Thoughts On DeBenedetto…
I saw Tony Bennett several times in concert.
He was a study on stage.
I likened him to an opera singer who could sing through a boxer’s body. It was like he understood his own interior acoustics. It was like he was singing the sweetest sound through a bent and dented horn.
There was a sublimely elegant clumsiness to his voice.
He never let you be in an expected space. He would direct a note or phrase “there” when you reflexively expected him to go “here”. Each unexpected change was like being tickled. He playfully kept you in on the joke.
Bennett practiced bel canto singing which is an opera influenced practice that kept his voice in shape. This showed in his range, his projection, and his longevity. I saw him one night in the Hollywood Bowl. My friends and I were sitting far back in the cheap seats. At one point he said, “This is for all of you in the back row!” He then sang in acapella the slowest and sweetest version of “Fly Me to the Moon”
Learning that this was his practice made a lot of sense to me. His phrasing is as good if not better than Sinatra’s. I feel that he took more risks than Sinatra. His work with Gil Evans is outstanding. And he always seemed to really enjoy what he was doing.
Bennett’s singing voice was never far from his speaking voice. The sound of his upbringing infused. Again this was a difference in comparison to Sinatra whose singing voice was more smoother and refined compared to his Jersey influenced speaking voice.

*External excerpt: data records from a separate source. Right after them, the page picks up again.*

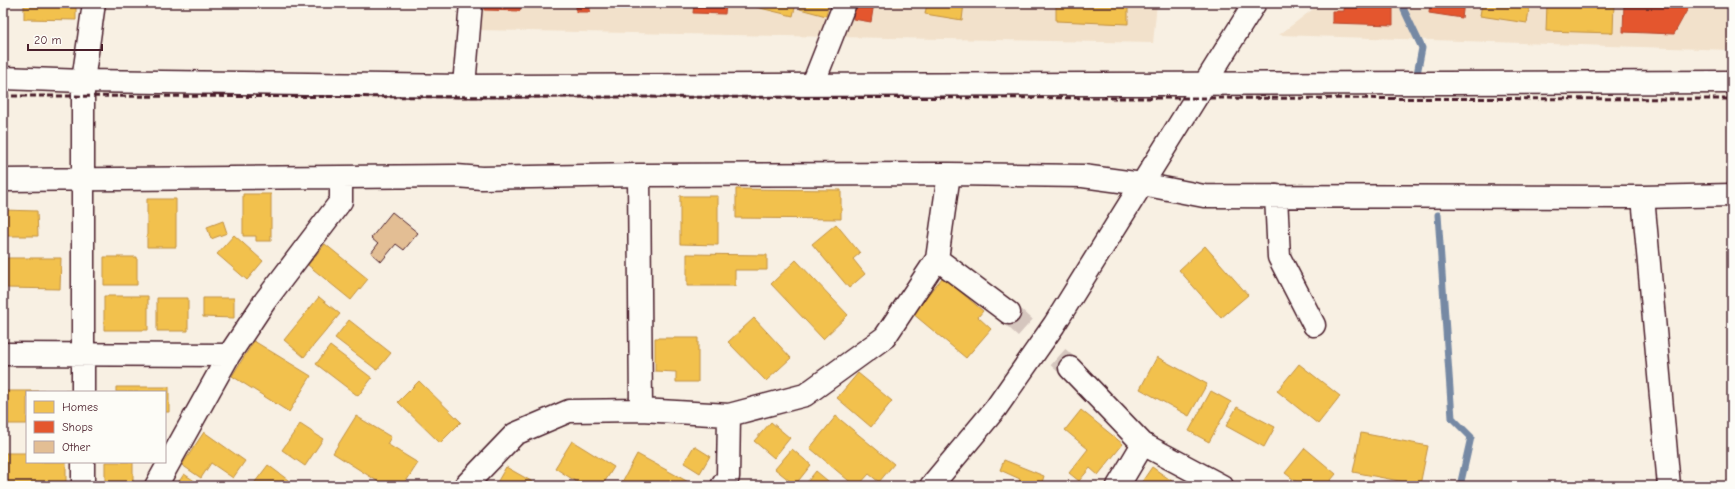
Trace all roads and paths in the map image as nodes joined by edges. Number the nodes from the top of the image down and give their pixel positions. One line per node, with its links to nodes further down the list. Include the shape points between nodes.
1 (94, 3): 6 (street)
2 (471, 3): 10 (street)
3 (844, 3): 8 (street)
4 (1255, 3): 9 (street)
5 (3, 78): 6 (street)
6 (83, 81): 10 (street); 15 (street)
7 (1732, 82): 9 (street)
8 (813, 84): 9 (street); 10 (street)
9 (1205, 84): 16 (street)
10 (464, 86)
11 (949, 174): 12 (street); 16 (street, via 1083,176); 20 (street)
12 (639, 175): 13 (street); 28 (street)
13 (341, 177): 15 (street); 25 (street, via 341,201 265,301)
14 (3, 180): 15 (street)
15 (83, 180): 24 (street)
16 (1142, 184): 18 (street, via 1204,196); 36 (street, via 1054,325 996,408)
17 (1732, 195): 19 (street)
18 (1276, 196): 19 (street); 22 (street, via 1279,257)
19 (1643, 197): 39 (street)
20 (937, 259): 21 (street); 29 (street, via 885,337 805,395)
21 (1009, 313)
22 (1314, 325)
23 (3, 354): 24 (street)
24 (83, 354): 25 (street); 27 (street)
25 (230, 355): 33 (street)
26 (1070, 368): 30 (street)
27 (83, 391)
28 (641, 410): 29 (street); 34 (street, via 569,411 515,434)
29 (729, 415): 35 (street, via 728,477)
30 (1143, 444): 37 (street); 38 (street)
31 (83, 463): 32 (street)
32 (83, 486)
33 (156, 486)
34 (465, 486)
35 (722, 486)
36 (931, 486)
37 (1118, 486)
38 (1222, 486)
39 (1669, 486)

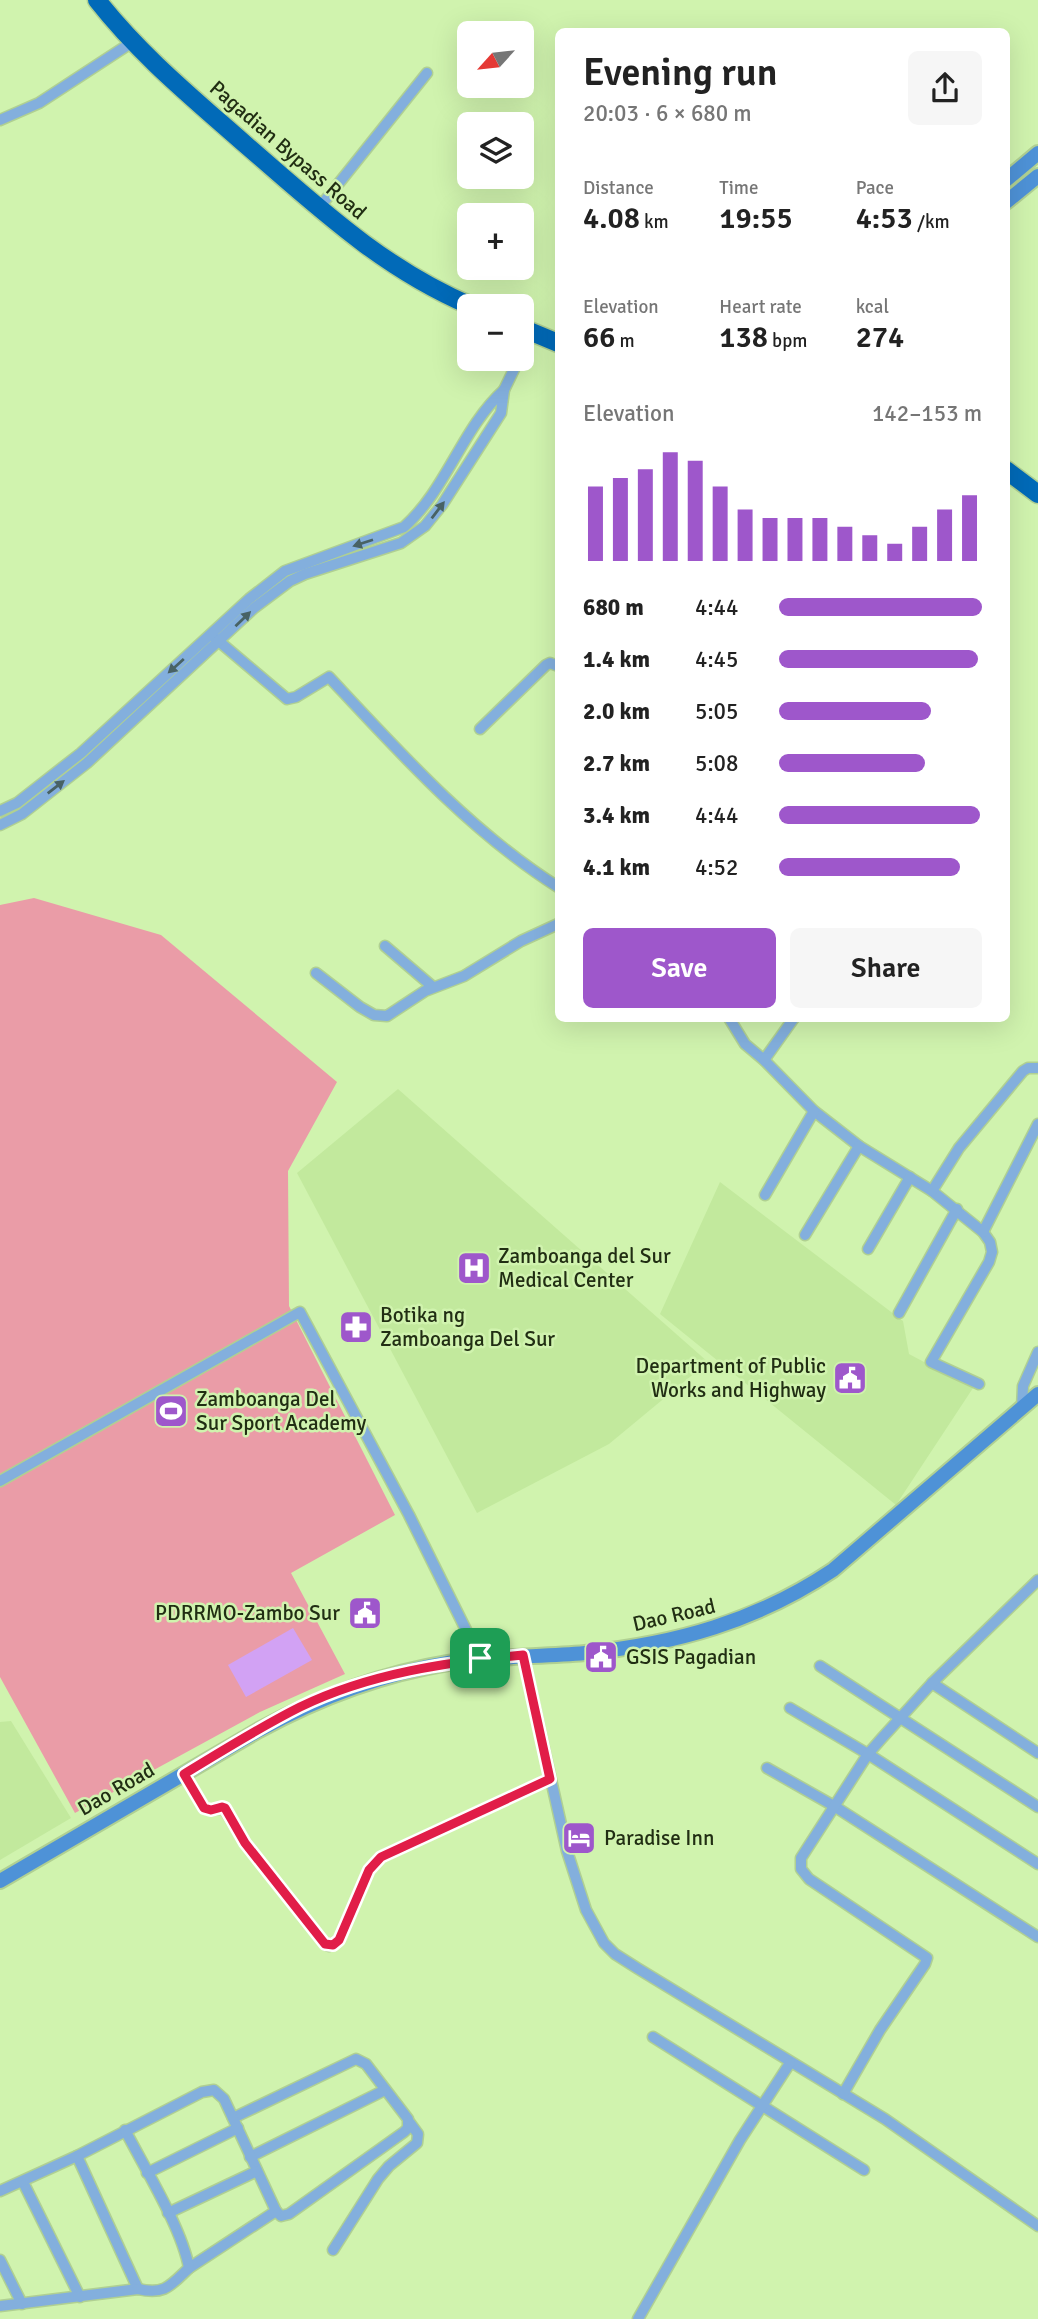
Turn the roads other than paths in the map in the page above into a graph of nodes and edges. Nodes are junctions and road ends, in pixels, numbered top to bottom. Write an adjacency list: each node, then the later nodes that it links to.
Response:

Lastly, and I am surprised that more critics don’t pick up on this. Sinatra came out of a big band era. Bennett came out of a post-war bebop era. Sinatra was a microphone. Bennett was an instrument. Bennett could sing in intimate settings with small groups. Besides a singer he was also an instrument. Sinatra flamed early and mostly lost his relevance because he couldn’t adapt to small settings. He became as anachronistic and pallid as the arrangements were behind him.
Because of this, I wince at the obits who say Bennett was the last of the “crooners”
It says a lot about Bennett and the artistic choices he made. And he was incredibly generous.
I heard some say that there always seems to be a smile in his voice.
Molte bene’, brother!
Thanks for being a bright light!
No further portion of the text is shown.